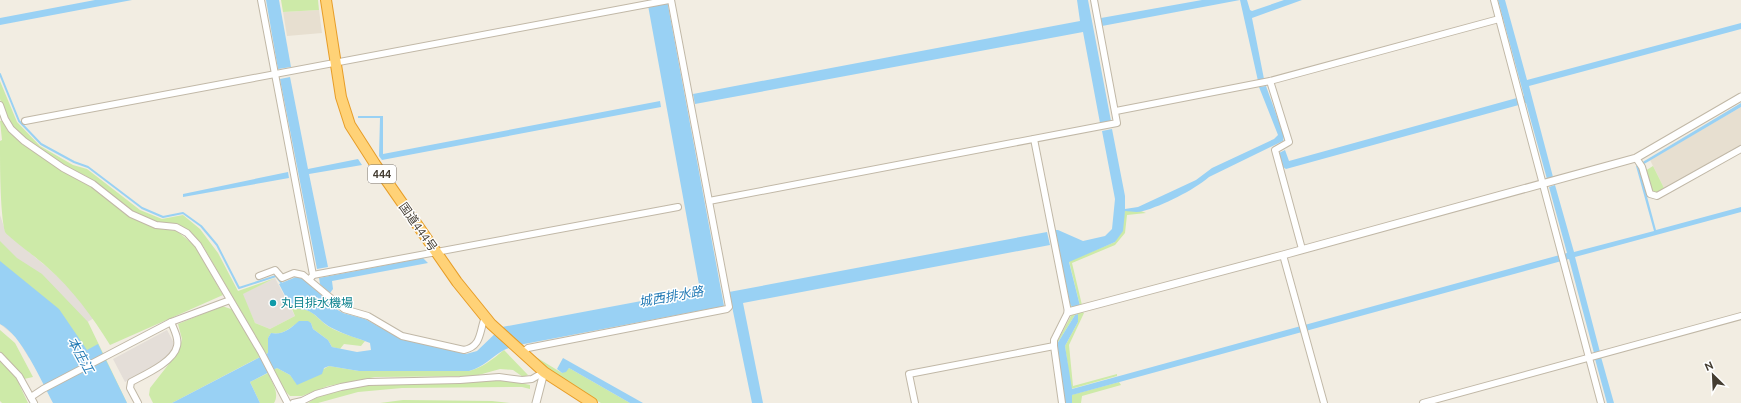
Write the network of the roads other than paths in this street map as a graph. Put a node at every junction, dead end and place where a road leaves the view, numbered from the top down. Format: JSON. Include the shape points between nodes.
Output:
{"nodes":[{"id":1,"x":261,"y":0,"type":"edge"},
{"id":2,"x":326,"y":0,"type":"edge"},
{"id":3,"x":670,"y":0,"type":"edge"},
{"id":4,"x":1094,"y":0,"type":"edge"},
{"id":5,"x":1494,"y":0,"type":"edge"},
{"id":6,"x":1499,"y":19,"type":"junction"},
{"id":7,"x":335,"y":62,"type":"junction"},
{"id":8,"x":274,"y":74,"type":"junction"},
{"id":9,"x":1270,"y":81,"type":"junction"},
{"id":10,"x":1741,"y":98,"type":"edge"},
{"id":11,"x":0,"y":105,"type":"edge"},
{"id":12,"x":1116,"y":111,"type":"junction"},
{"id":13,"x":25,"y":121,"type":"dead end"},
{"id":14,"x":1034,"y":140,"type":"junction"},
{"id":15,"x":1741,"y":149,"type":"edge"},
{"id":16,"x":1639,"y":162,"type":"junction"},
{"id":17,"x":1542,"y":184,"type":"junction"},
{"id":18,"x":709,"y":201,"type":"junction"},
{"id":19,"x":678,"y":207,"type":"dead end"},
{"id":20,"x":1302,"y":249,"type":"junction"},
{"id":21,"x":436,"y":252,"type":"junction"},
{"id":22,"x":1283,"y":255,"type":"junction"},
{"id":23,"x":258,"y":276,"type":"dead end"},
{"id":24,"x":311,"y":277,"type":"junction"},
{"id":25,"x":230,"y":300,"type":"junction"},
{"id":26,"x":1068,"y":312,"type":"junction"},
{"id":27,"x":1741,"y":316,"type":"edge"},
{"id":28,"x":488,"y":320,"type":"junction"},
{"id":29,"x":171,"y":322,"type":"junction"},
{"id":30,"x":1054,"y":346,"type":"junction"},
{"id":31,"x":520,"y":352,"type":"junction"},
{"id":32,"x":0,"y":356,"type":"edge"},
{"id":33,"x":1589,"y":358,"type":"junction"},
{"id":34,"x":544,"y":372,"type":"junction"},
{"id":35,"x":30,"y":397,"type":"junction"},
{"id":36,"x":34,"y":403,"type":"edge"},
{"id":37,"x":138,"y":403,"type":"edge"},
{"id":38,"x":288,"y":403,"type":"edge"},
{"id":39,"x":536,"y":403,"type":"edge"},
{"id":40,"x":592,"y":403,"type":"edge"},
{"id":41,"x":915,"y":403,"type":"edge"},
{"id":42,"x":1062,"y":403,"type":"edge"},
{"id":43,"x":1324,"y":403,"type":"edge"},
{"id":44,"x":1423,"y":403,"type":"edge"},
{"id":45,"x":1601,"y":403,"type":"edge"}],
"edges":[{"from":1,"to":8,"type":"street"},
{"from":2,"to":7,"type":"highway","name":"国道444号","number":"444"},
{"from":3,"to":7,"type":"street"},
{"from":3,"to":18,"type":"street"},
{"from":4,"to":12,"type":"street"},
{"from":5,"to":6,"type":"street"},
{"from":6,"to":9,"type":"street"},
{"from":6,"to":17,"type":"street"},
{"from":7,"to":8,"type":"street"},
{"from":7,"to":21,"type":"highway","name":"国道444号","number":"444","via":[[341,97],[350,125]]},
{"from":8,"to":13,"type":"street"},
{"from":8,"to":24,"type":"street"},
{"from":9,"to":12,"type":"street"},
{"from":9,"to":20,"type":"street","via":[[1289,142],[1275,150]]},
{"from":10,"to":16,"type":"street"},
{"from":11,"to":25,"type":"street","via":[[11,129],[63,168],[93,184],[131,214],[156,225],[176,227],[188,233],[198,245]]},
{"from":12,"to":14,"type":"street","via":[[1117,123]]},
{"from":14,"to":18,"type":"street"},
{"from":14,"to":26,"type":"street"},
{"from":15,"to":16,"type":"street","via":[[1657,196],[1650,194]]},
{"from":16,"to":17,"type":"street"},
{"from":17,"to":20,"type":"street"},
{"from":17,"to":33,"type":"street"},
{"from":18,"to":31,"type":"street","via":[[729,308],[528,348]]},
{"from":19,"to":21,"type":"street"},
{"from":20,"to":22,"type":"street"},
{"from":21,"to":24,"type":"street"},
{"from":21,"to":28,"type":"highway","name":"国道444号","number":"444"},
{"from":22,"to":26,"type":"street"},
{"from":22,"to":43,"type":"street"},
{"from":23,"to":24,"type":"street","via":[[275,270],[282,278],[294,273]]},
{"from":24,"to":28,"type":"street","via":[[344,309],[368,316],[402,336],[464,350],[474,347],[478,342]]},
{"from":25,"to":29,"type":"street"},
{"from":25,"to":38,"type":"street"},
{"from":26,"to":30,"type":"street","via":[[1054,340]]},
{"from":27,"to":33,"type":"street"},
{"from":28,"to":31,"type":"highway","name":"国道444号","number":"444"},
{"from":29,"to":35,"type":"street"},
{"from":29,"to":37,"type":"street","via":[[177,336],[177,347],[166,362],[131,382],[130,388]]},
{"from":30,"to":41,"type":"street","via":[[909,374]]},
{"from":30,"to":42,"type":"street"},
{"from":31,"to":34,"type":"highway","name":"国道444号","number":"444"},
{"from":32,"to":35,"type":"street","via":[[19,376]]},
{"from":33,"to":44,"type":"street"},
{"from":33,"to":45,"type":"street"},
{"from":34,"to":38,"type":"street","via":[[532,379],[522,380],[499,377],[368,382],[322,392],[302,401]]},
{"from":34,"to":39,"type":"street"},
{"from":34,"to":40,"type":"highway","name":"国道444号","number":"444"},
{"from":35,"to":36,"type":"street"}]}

# # # #

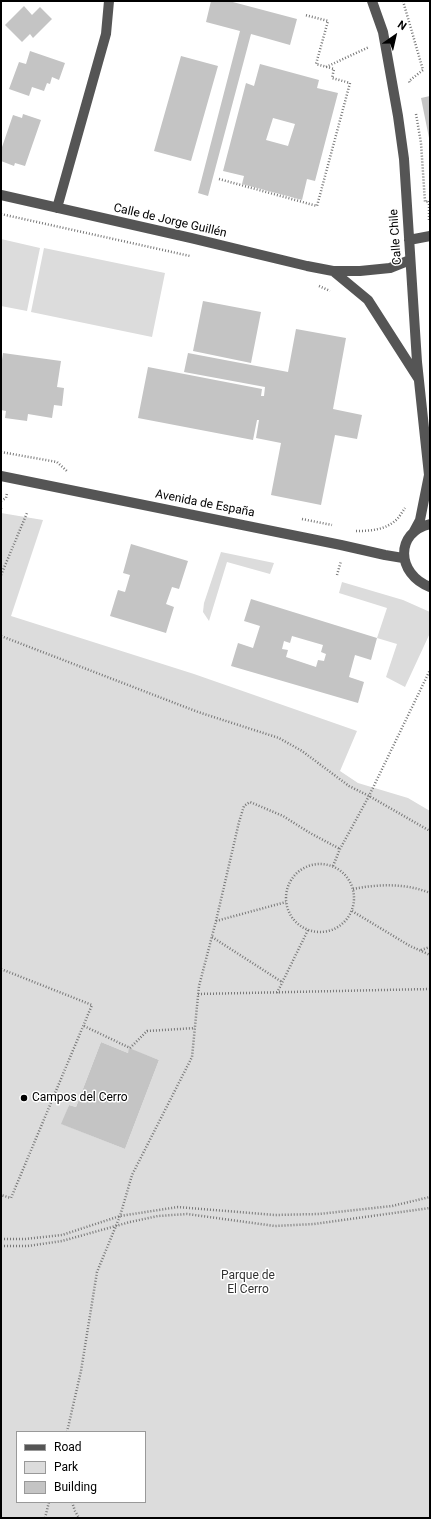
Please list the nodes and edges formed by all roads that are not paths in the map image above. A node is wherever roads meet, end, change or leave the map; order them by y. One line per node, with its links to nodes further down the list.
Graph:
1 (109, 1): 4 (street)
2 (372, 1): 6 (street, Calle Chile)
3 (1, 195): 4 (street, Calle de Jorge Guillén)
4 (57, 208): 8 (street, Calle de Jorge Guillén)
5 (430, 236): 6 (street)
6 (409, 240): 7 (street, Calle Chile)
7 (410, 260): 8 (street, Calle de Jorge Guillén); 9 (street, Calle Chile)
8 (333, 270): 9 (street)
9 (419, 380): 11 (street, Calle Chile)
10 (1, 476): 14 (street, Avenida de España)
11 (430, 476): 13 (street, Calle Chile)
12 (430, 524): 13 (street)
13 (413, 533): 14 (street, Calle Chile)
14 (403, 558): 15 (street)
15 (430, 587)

# # # #

◆ WORK ORDER ◆
From the data above, gather every line that includes the word "roads".

◆ ANSWER BOX ◆
Write the network of the roads other than paths in this street map as a graph. Put a node at every junction, dead end and place where a road leaves the view, numbered from the top down. Format: JSON. Include the shape points between nodes.
Please list the nodes and edges formed by all roads that are not paths in the map image above. A node is wherever roads meet, end, change or leave the map; order them by y. One line per node, with its links to nodes further down the list.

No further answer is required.